Problem requirements: Your answer should be one number: the count of lines in the data below that include "Pilshultsvägen".

──────── Provided entries

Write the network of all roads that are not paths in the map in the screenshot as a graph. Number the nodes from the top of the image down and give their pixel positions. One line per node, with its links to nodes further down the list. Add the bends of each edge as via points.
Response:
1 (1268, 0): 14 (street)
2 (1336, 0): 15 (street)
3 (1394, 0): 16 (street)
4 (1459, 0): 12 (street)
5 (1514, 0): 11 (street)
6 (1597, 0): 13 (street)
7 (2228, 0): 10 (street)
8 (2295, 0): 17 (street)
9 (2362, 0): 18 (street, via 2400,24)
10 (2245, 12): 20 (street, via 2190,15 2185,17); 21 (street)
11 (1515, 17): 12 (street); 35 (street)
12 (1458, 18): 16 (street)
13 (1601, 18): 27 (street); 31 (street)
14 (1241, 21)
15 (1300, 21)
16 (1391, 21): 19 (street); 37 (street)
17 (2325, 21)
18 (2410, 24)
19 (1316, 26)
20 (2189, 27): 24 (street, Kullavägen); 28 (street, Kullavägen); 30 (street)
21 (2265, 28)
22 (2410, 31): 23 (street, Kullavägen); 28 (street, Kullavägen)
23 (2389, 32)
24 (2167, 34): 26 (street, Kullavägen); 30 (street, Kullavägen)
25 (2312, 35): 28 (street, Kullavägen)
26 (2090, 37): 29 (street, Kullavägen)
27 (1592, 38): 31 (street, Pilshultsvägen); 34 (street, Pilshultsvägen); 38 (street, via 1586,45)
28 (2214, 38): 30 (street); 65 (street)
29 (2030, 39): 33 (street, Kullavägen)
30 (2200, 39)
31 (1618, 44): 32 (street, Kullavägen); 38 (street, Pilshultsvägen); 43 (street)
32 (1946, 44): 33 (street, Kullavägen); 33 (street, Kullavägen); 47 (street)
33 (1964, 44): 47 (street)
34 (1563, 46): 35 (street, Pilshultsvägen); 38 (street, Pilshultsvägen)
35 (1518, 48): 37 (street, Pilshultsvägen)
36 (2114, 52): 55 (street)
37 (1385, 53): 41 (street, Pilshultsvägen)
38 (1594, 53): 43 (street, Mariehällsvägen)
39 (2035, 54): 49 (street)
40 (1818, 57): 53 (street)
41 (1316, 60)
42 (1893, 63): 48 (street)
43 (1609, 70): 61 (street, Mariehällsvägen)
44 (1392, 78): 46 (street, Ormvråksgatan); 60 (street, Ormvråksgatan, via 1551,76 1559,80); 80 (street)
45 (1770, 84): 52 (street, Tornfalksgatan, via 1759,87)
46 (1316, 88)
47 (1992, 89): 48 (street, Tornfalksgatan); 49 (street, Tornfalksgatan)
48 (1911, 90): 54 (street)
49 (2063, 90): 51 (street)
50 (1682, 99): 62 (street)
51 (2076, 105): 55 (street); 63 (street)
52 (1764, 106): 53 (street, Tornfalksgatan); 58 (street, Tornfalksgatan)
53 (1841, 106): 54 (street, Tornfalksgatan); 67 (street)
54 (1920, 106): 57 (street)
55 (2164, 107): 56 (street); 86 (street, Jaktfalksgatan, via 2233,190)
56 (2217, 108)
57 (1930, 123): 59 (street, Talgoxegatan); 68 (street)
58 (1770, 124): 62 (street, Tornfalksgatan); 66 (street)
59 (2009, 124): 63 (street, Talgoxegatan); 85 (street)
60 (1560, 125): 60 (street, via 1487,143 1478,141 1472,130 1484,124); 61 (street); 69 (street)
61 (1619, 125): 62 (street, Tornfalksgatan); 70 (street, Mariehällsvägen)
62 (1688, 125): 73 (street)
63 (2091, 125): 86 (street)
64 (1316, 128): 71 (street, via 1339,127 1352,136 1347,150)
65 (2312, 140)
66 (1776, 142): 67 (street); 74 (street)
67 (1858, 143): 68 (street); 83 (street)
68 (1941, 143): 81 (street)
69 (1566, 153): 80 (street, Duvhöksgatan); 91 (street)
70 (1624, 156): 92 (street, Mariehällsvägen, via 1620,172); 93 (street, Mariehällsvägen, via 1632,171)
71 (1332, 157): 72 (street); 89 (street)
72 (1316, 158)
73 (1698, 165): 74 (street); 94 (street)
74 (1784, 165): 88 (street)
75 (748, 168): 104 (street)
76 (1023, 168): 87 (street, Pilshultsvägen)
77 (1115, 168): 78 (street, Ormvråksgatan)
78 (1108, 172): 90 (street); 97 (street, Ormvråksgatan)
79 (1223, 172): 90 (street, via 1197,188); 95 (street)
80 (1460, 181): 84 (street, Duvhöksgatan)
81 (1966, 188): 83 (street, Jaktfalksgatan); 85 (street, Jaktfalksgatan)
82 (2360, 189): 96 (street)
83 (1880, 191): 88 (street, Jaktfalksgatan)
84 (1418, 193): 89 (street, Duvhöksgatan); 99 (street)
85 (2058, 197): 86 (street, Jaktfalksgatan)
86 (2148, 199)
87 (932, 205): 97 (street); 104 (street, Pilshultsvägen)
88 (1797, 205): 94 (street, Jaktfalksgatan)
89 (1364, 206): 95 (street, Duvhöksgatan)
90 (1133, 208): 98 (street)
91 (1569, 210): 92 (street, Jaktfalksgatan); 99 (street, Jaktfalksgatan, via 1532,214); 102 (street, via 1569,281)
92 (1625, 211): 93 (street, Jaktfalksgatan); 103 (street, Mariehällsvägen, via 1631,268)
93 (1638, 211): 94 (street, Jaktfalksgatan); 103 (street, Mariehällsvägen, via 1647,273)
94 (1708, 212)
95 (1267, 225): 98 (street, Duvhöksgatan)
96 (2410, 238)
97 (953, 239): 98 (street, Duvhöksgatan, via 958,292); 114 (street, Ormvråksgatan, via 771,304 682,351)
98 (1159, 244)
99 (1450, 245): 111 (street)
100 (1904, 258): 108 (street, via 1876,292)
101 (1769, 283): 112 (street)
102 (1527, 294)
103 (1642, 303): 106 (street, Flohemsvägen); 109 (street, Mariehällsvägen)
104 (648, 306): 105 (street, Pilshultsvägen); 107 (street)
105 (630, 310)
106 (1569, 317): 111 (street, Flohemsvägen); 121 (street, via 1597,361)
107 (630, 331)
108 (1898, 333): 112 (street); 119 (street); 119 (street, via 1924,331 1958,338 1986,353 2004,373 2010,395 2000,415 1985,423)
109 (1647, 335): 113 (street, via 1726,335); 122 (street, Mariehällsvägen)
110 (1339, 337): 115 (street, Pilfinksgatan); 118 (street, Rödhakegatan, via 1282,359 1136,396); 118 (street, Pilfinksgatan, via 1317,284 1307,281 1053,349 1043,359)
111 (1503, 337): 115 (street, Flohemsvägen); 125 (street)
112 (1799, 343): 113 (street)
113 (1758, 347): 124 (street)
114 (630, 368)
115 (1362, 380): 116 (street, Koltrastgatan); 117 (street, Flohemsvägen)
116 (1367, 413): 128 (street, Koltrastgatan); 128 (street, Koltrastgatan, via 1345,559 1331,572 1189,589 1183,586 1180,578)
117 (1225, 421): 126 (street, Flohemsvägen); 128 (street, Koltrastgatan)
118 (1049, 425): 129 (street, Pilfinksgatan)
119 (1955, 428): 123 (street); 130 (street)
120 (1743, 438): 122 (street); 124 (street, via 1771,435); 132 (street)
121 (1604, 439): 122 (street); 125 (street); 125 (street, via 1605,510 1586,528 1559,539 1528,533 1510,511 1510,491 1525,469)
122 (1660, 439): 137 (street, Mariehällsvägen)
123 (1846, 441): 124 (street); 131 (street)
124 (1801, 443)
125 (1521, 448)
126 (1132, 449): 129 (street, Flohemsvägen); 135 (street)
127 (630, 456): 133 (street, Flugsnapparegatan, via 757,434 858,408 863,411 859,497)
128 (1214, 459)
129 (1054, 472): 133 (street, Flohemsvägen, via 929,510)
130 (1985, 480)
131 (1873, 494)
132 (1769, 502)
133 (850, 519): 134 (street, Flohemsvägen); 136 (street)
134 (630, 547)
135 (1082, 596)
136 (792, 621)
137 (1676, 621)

────────────────

Worked solution: 8